Momentum – In Gita Verse 2.9 Sañjaya said: Having spoken thus, Arjuna, chastiser of enemies, told Kṛṣṇa, “Govinda, I shall not fight,” and fell silent.

Arjuna is in a state of profound uncertainty. Sanjaya narrates that even after declaring, “I will not fight,” Arjuna remains seated in his chariot. This firm declaration amidst extreme uncertainty reflects his internal conflict. Despite his request for enlightenment, he continues to make his own decisions, asserting, “I will not fight.”

It is essential to delve deeper into this situation. Often, when individuals speak with great confidence, it masks their underlying uncertainty. A man who repeatedly asserts his determination often harbours significant doubt within. Similarly, when someone professes unwavering faith in God, it may indicate a lack of true faith. The need to assert such beliefs suggests an underlying insecurity. When a person continually claims to speak the truth, it may conceal a propensity for falsehood.

We often attempt to mask our internal uncertainties with definitive statements. We strive to present certainty externally, even when it is absent internally.

Arjuna’s statement, “I will not fight,” is intriguing. He has made a definitive decision, leaving little room for further discussion with Kṛṣṇa. If he has resolved not to fight, what remains to be sought from Kṛṣṇa? What advice would be given?

Sanjaya’s observation that Kṛṣṇa laughed is noteworthy. What prompted this laughter? Is Arjuna’s predicament laughable? Despite Arjuna’s deep sorrow and distress, Kṛṣṇa laughs for the first time after hearing his statement.

Kṛṣṇa’s laughter arises from recognising the contradiction in Arjuna’s behaviour. He sees an uncertain man making a definitive statement. Kṛṣṇa laughs at Arjuna’s self-deception. He perceives the cracks in Arjuna’s mind and heart, recognising that his decisive statement is a façade.

We often hide our internal uncertainties by projecting certainty. When we speak of love, we may conceal underlying hatred. When we profess theism, we may hide atheism. Human behaviour is often contradictory, with external appearances masking internal realities.

Kṛṣṇa’s laughter is timely and appropriate. It may seem harsh, given Arjuna’s sorrow, but it highlights the duality in Arjuna’s behaviour. Arjuna’s contradictory actions – building and destroying simultaneously – reveal his divided personality. Kṛṣṇa’s laughter underscores this duality.

This situation is not unique to Arjuna; it is a common human experience. When we are entangled in the objective world, we often lose awareness of our present actions. We may abandon our goals to appease others, as Arjuna did when he saw the objective world and his relationships within it.

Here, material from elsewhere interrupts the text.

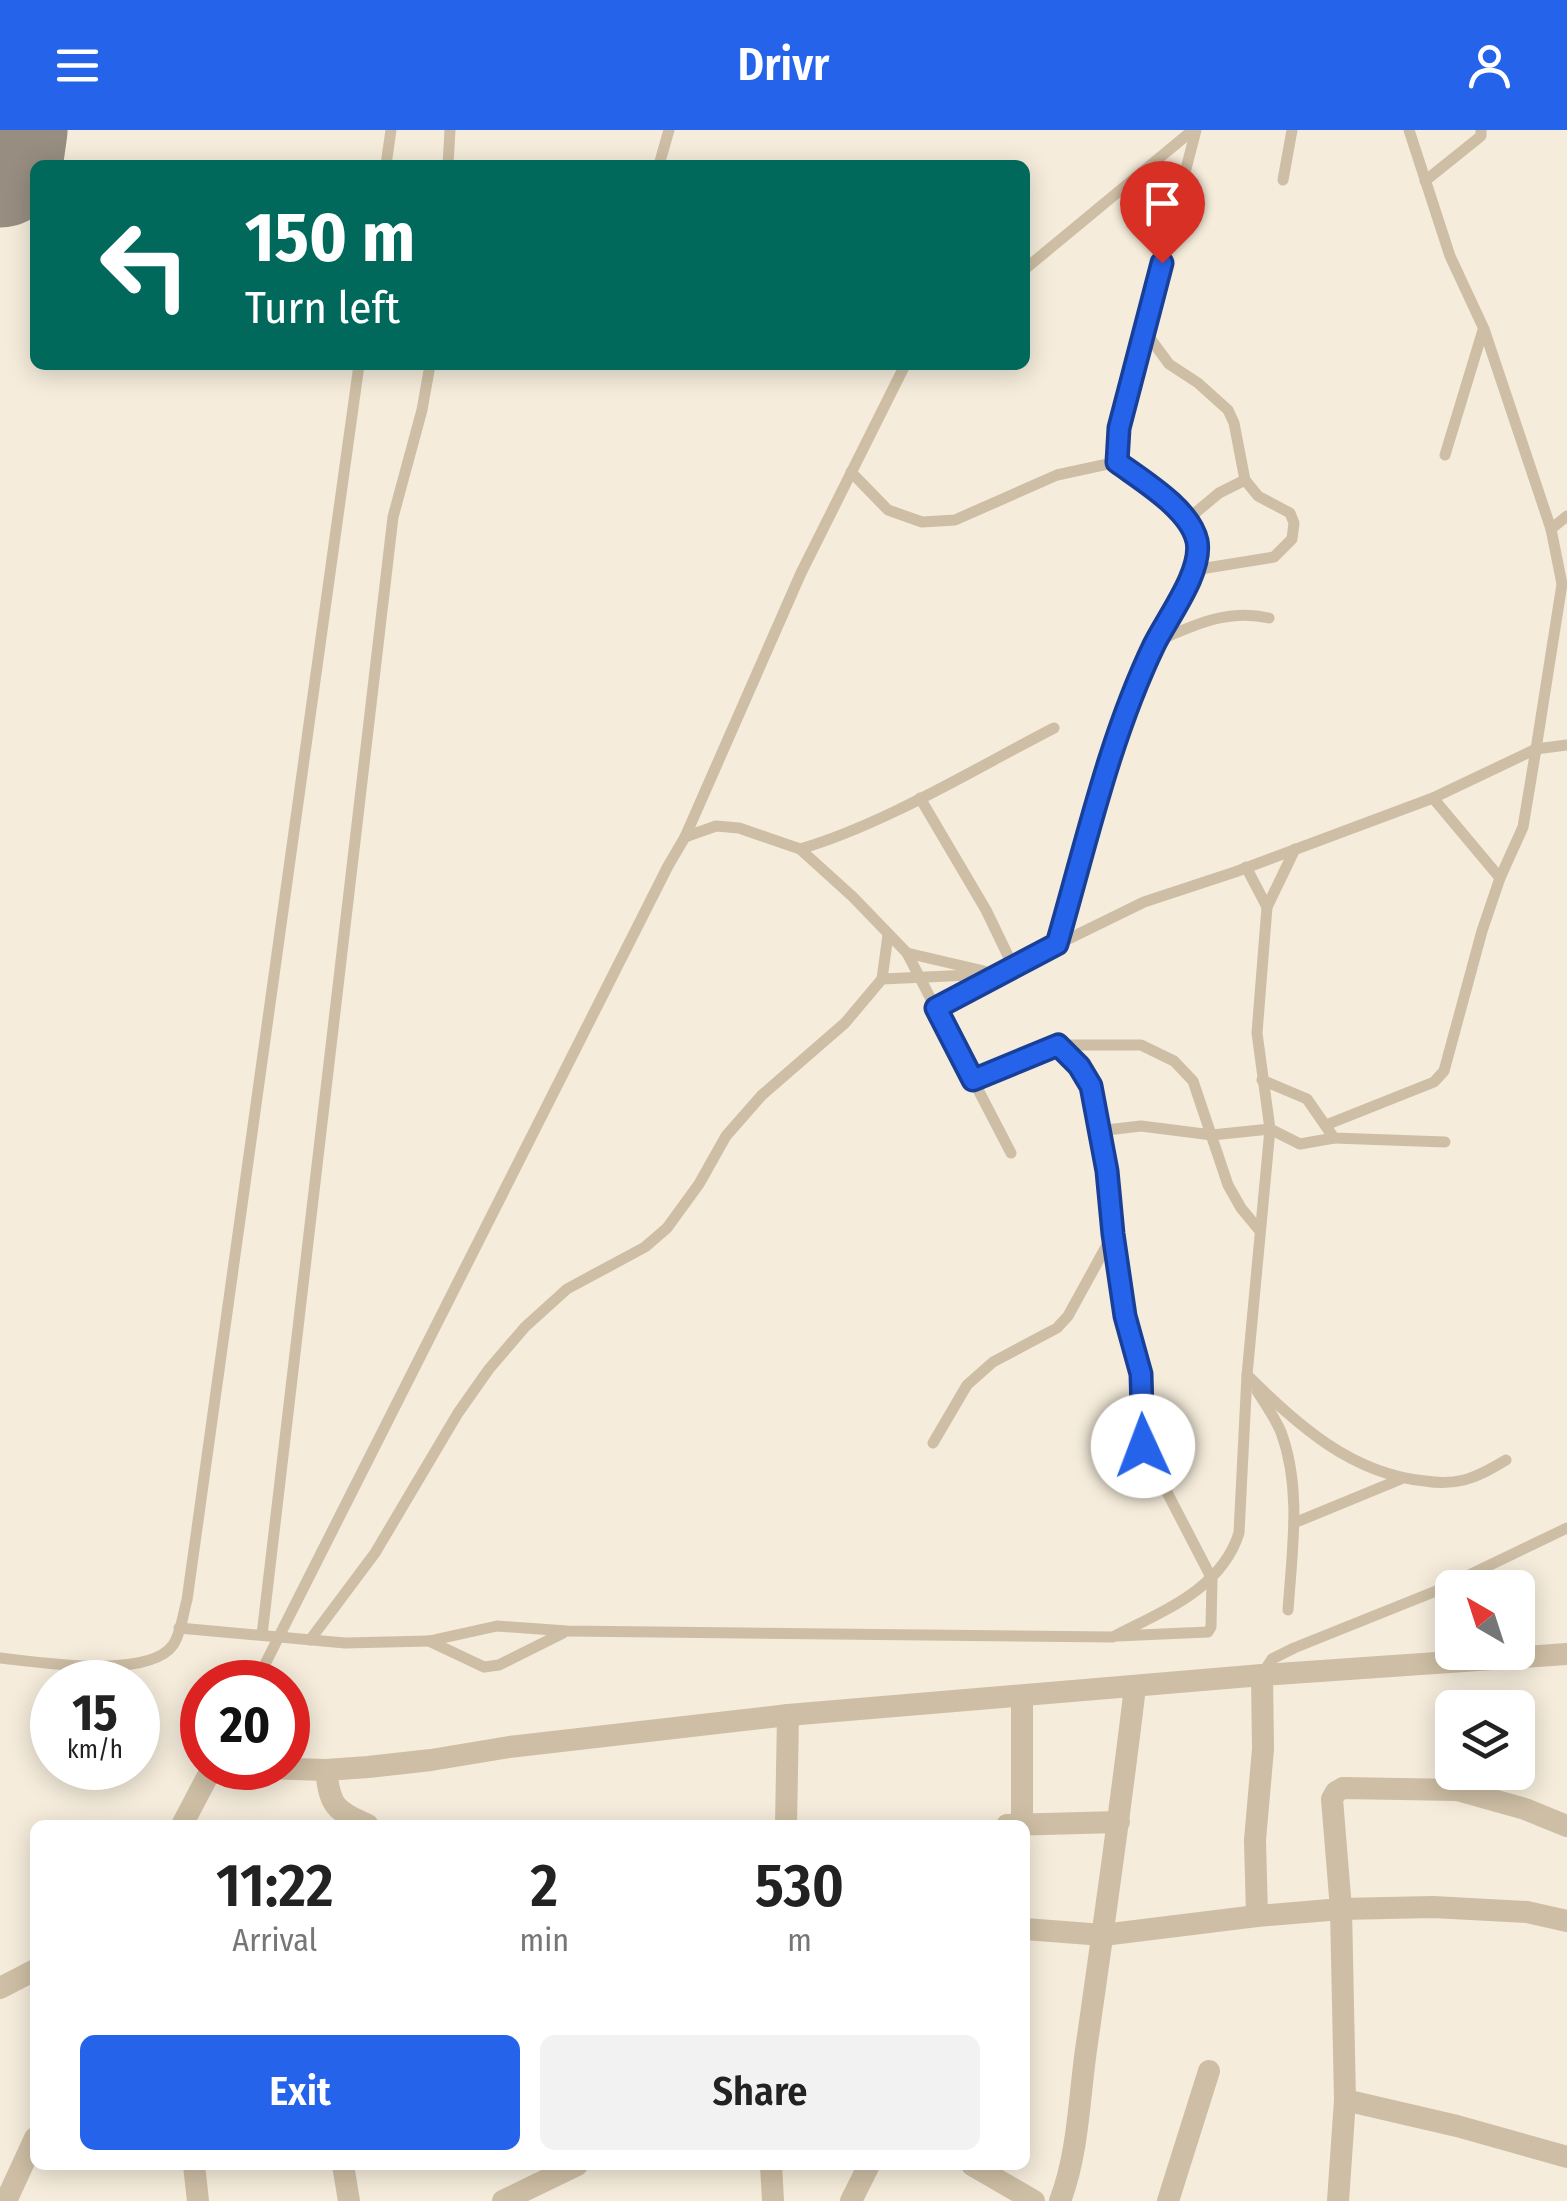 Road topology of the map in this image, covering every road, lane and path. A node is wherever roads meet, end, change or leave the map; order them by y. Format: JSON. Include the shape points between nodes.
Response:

Reflect on instances in your life where you abandoned your goals not due to incompetence but out of respect for others.

Consider the example of Gore Gopal, who, after graduating as an engineer, decided to take sannyasa despite resistance from family and friends. He pursued his goal without yielding to opposition, ultimately achieving success and happiness, which also brought joy to those who initially resisted.

When faced with reservations from family and friends, we often abandon our goals due to an inability to maintain internal balance. This results in carrying a sense of pain throughout our lives.

The mind finds it challenging to remain balanced, often swinging from one extreme to another. Like a clock’s pendulum, it gathers momentum to move from one polarity to the opposite. This movement creates a superficial logic, but life’s deeper reality is that opposites coexist.

Meditation aims to achieve balance. Buddha taught the importance of “right effort,” emphasising the difficulty of maintaining equilibrium. A balanced mind does not gather momentum to move elsewhere and can be at ease with itself.

When Arjuna declared, “Govinda, I shall not fight,” and fell silent, it indicated his inability to think clearly. He had yielded to external pressures, creating momentum to swing from one extreme to another, without true self-awareness.

In my blog on Bhagavad Gita Verse 1.21-22, I discussed how Arjuna, when seeking to observe both parties, was self-alert and balanced. He did not ask Kṛṣṇa to show only the opposing side but wanted to see his own side as well.

Once Arjuna lost self-awareness, he became stuck on one side, creating momentum to swing to the other. He knew that if he did not fight, he would carry the guilt for the rest of his life.